◆ **Problem requirements**: Give every entry again precisely as it appears.

-- Records for this task follows --

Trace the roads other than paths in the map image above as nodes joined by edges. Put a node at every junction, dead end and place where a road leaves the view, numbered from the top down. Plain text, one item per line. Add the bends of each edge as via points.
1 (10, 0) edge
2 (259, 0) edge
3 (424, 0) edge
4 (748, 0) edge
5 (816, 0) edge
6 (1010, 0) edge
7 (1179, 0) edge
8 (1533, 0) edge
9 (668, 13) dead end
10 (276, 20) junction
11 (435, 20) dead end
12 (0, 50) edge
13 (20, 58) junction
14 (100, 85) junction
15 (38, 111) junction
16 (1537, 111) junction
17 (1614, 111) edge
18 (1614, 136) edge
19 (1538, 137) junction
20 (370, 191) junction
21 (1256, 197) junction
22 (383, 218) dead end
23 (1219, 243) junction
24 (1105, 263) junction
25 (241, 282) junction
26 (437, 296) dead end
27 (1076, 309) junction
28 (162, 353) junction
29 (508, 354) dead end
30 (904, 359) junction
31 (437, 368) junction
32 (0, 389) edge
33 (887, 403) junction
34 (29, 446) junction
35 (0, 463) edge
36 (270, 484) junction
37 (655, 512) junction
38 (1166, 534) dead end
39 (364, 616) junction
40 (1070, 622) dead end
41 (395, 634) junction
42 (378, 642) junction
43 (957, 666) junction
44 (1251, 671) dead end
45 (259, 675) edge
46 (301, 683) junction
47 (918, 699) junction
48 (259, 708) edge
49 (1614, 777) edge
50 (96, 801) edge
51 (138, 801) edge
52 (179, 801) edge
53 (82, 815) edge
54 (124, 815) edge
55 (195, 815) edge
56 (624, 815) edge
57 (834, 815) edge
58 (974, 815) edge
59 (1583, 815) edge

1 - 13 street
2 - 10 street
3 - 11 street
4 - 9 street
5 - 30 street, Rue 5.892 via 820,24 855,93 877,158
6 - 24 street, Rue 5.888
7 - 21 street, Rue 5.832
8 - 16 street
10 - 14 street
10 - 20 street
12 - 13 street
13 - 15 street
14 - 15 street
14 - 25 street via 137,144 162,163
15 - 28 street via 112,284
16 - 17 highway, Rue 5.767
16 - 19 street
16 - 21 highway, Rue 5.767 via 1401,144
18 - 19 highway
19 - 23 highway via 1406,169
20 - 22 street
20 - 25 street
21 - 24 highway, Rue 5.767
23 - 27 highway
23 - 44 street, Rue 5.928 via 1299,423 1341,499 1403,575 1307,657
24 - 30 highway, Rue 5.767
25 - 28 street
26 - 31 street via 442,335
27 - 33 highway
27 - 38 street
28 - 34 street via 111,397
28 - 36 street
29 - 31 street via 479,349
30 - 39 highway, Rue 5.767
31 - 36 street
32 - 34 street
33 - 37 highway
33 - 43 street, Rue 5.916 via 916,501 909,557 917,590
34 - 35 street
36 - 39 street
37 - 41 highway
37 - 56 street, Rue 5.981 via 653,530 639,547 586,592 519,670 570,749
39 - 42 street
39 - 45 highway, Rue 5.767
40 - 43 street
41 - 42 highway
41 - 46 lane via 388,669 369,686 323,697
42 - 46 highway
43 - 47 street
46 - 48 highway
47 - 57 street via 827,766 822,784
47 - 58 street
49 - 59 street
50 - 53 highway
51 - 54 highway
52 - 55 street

-- Records for this task concluded --

◆ **Exercise solution**:
Trace the roads other than paths in the map image above as nodes joined by edges. Put a node at every junction, dead end and place where a road leaves the view, numbered from the top down. Plain text, one item per line. Add the bends of each edge as via points.
1 (10, 0) edge
2 (259, 0) edge
3 (424, 0) edge
4 (748, 0) edge
5 (816, 0) edge
6 (1010, 0) edge
7 (1179, 0) edge
8 (1533, 0) edge
9 (668, 13) dead end
10 (276, 20) junction
11 (435, 20) dead end
12 (0, 50) edge
13 (20, 58) junction
14 (100, 85) junction
15 (38, 111) junction
16 (1537, 111) junction
17 (1614, 111) edge
18 (1614, 136) edge
19 (1538, 137) junction
20 (370, 191) junction
21 (1256, 197) junction
22 (383, 218) dead end
23 (1219, 243) junction
24 (1105, 263) junction
25 (241, 282) junction
26 (437, 296) dead end
27 (1076, 309) junction
28 (162, 353) junction
29 (508, 354) dead end
30 (904, 359) junction
31 (437, 368) junction
32 (0, 389) edge
33 (887, 403) junction
34 (29, 446) junction
35 (0, 463) edge
36 (270, 484) junction
37 (655, 512) junction
38 (1166, 534) dead end
39 (364, 616) junction
40 (1070, 622) dead end
41 (395, 634) junction
42 (378, 642) junction
43 (957, 666) junction
44 (1251, 671) dead end
45 (259, 675) edge
46 (301, 683) junction
47 (918, 699) junction
48 (259, 708) edge
49 (1614, 777) edge
50 (96, 801) edge
51 (138, 801) edge
52 (179, 801) edge
53 (82, 815) edge
54 (124, 815) edge
55 (195, 815) edge
56 (624, 815) edge
57 (834, 815) edge
58 (974, 815) edge
59 (1583, 815) edge

1 - 13 street
2 - 10 street
3 - 11 street
4 - 9 street
5 - 30 street, Rue 5.892 via 820,24 855,93 877,158
6 - 24 street, Rue 5.888
7 - 21 street, Rue 5.832
8 - 16 street
10 - 14 street
10 - 20 street
12 - 13 street
13 - 15 street
14 - 15 street
14 - 25 street via 137,144 162,163
15 - 28 street via 112,284
16 - 17 highway, Rue 5.767
16 - 19 street
16 - 21 highway, Rue 5.767 via 1401,144
18 - 19 highway
19 - 23 highway via 1406,169
20 - 22 street
20 - 25 street
21 - 24 highway, Rue 5.767
23 - 27 highway
23 - 44 street, Rue 5.928 via 1299,423 1341,499 1403,575 1307,657
24 - 30 highway, Rue 5.767
25 - 28 street
26 - 31 street via 442,335
27 - 33 highway
27 - 38 street
28 - 34 street via 111,397
28 - 36 street
29 - 31 street via 479,349
30 - 39 highway, Rue 5.767
31 - 36 street
32 - 34 street
33 - 37 highway
33 - 43 street, Rue 5.916 via 916,501 909,557 917,590
34 - 35 street
36 - 39 street
37 - 41 highway
37 - 56 street, Rue 5.981 via 653,530 639,547 586,592 519,670 570,749
39 - 42 street
39 - 45 highway, Rue 5.767
40 - 43 street
41 - 42 highway
41 - 46 lane via 388,669 369,686 323,697
42 - 46 highway
43 - 47 street
46 - 48 highway
47 - 57 street via 827,766 822,784
47 - 58 street
49 - 59 street
50 - 53 highway
51 - 54 highway
52 - 55 street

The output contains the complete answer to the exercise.